Gold Prices: Is $2,000 on the Horizon?

Until July, the S&P 500 Index has risen nearly twice as much as the SPDR Gold Shares (GLD). The equity index has also outperformed gold active futures by 7.3 percentage points. GLD follows gold prices. 

What to expect from gold prices

During an interview in July, Gerald Celente of Trends Journal said that the gold bull market has just started. The next technical breakout level for gold prices is at $1,450. Any breakout above this level could push prices near the $2,000 level, according to his assessment. On Tuesday, gold active futures settled at $1,507 per ounce.

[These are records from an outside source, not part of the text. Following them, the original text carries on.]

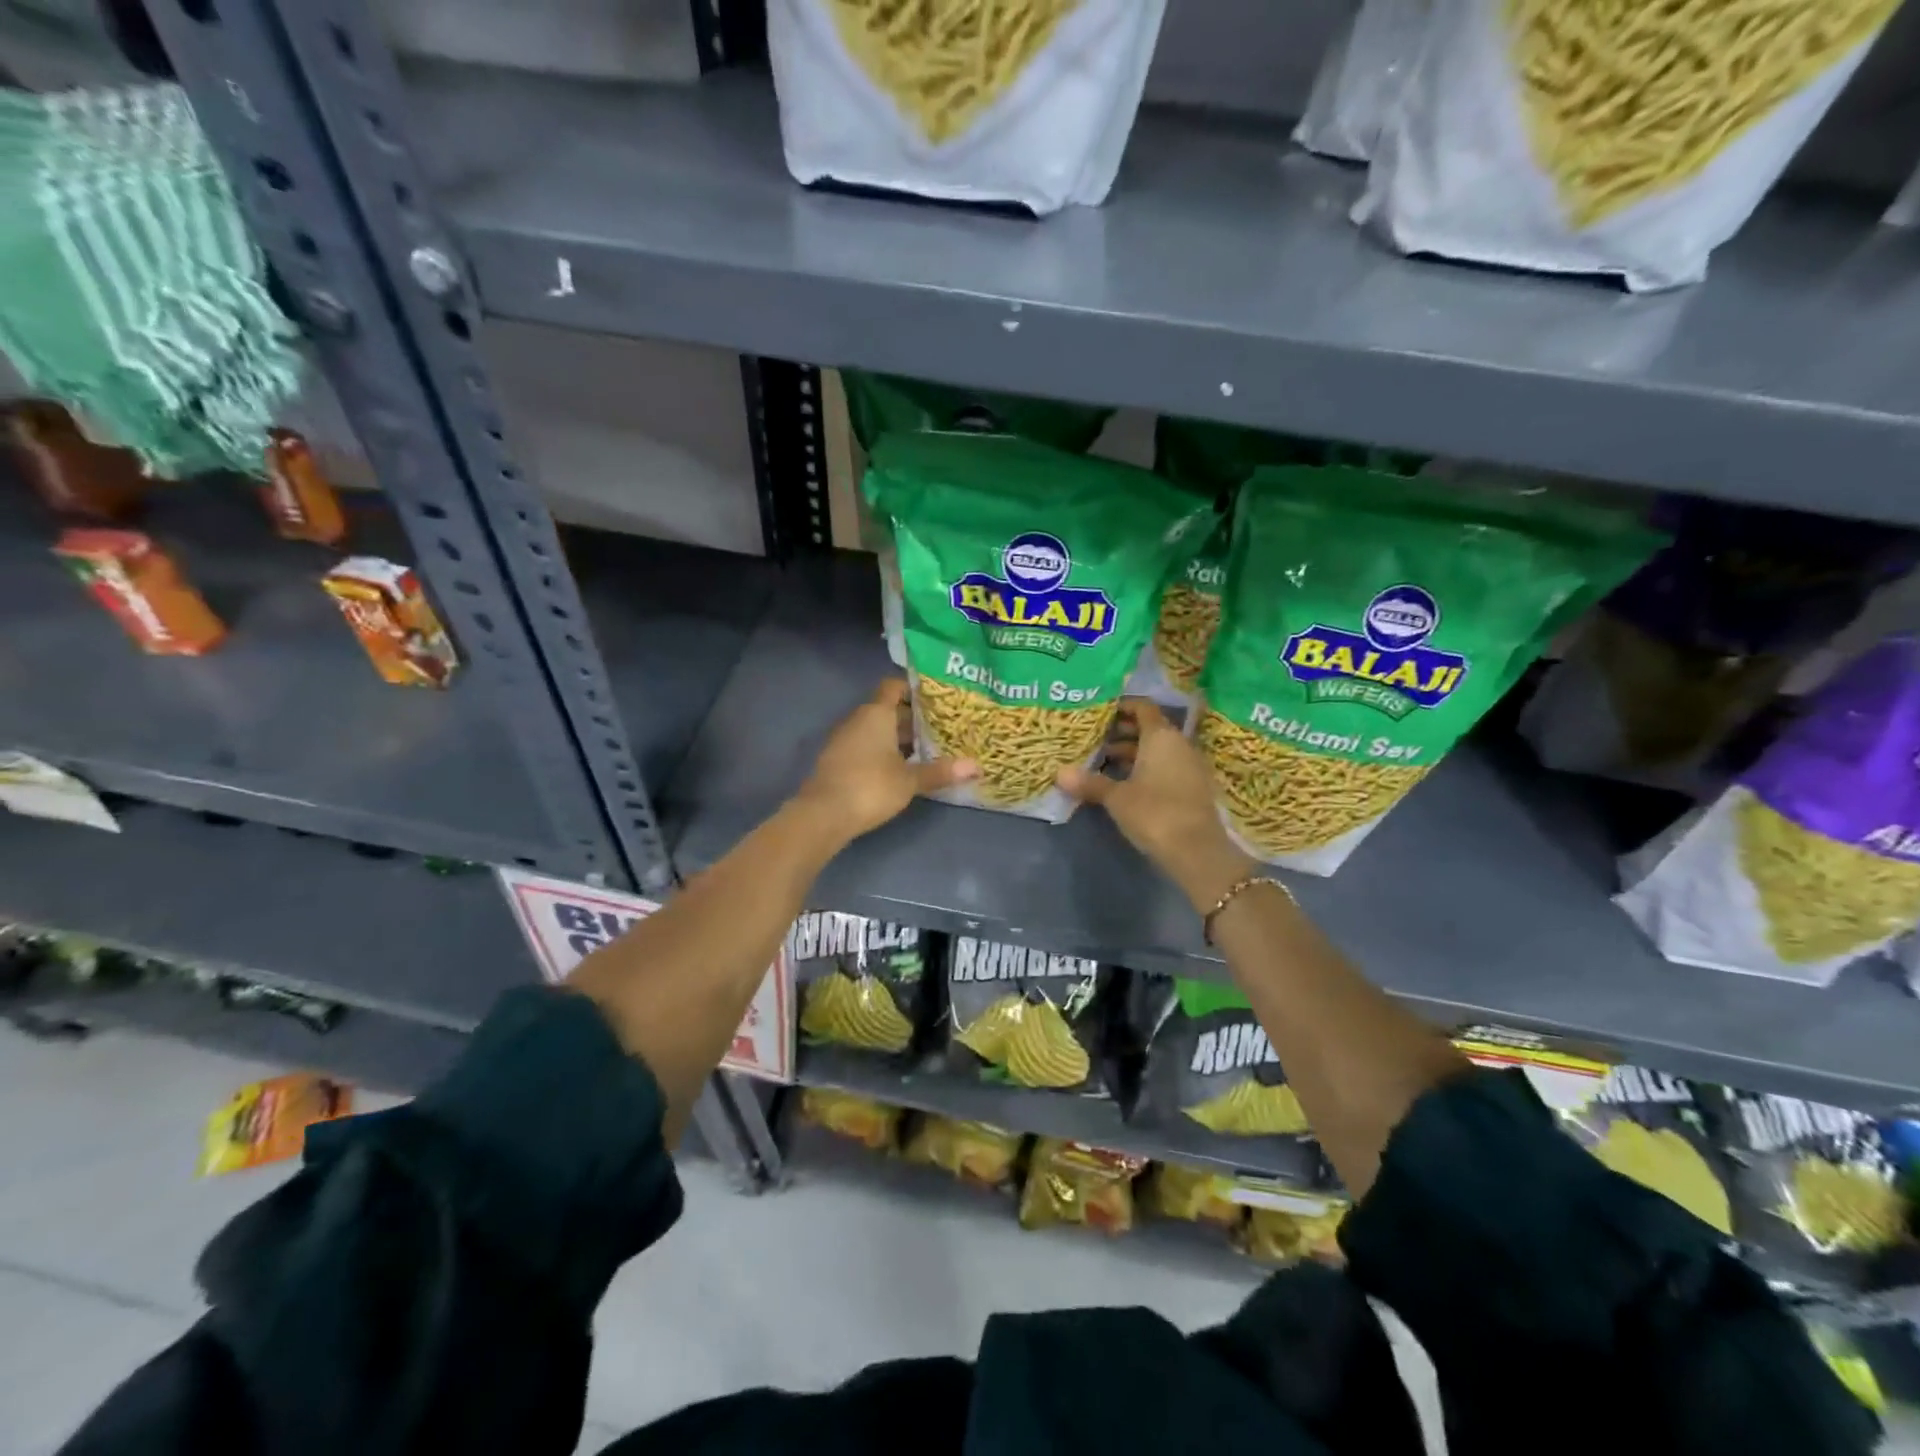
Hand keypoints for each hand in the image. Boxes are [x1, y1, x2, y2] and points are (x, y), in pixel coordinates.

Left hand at [795, 678, 975, 841]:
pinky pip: (866, 747)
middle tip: (941, 728)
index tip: (936, 700)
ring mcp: (844, 740)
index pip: (894, 687)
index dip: (913, 689)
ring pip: (877, 730)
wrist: (823, 814)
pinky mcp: (838, 760)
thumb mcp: (910, 781)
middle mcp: (858, 720)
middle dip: (912, 719)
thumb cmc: (870, 787)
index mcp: (876, 713)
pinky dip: (883, 752)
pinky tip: (901, 769)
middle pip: (888, 710)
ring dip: (898, 738)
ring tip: (927, 750)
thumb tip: (977, 766)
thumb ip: (941, 771)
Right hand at [1058, 699, 1253, 913]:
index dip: (1123, 706)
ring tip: (1104, 761)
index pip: (1143, 707)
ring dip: (1134, 753)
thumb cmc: (1154, 812)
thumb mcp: (1116, 798)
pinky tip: (1125, 783)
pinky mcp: (1194, 787)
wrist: (1197, 851)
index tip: (1101, 711)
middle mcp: (1179, 744)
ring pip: (1158, 750)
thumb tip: (1060, 773)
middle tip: (1096, 737)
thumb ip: (1090, 782)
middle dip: (1124, 731)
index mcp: (1161, 737)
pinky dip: (1147, 768)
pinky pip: (1167, 766)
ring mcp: (1190, 766)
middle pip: (1150, 728)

Based on CME’s Fed Watch Tool, there’s a 78.8% probability that the Fed will reduce the interest rates by another 25 basis points in September. The rest of the probability suggests a 50 basis point reduction in the interest rates. Aakash Doshi of Citi joined Squawk on the Street. Doshi highlighted that central banks’ demand for gold makes the current environment favorable for gold prices.

Interest rates and geopolitical risks have risen due to the trade war. Recently, Ray Dalio said that there’s a high probability of restructuring resources for “global world order.” He said that nations that were once dominating the world have lost control. The geopolitical risk increased due to the trade war between the US and China. In the same interview, Dalio advised staying invested in the US and China. He said, “Not investing in China is risky.” Historically, gold served as a hedging instrument against any shift in the global world order. 

Gold miners might be a better hedge 

So far this year, the VanEck Vectors Gold Miners ETF (GDX) has risen 38.7%. GDX has also outperformed gold and the S&P 500 Index (SPY) by a higher margin. GDX’s objective is to track “before fees and expenses, the price and yield performance of the NYSE Arca Gold Miners Index.” Compared to gold prices, stock prices of companies engaged in gold mining do carry “country risk.” However, GDX also offers a dividend yield of 0.4%.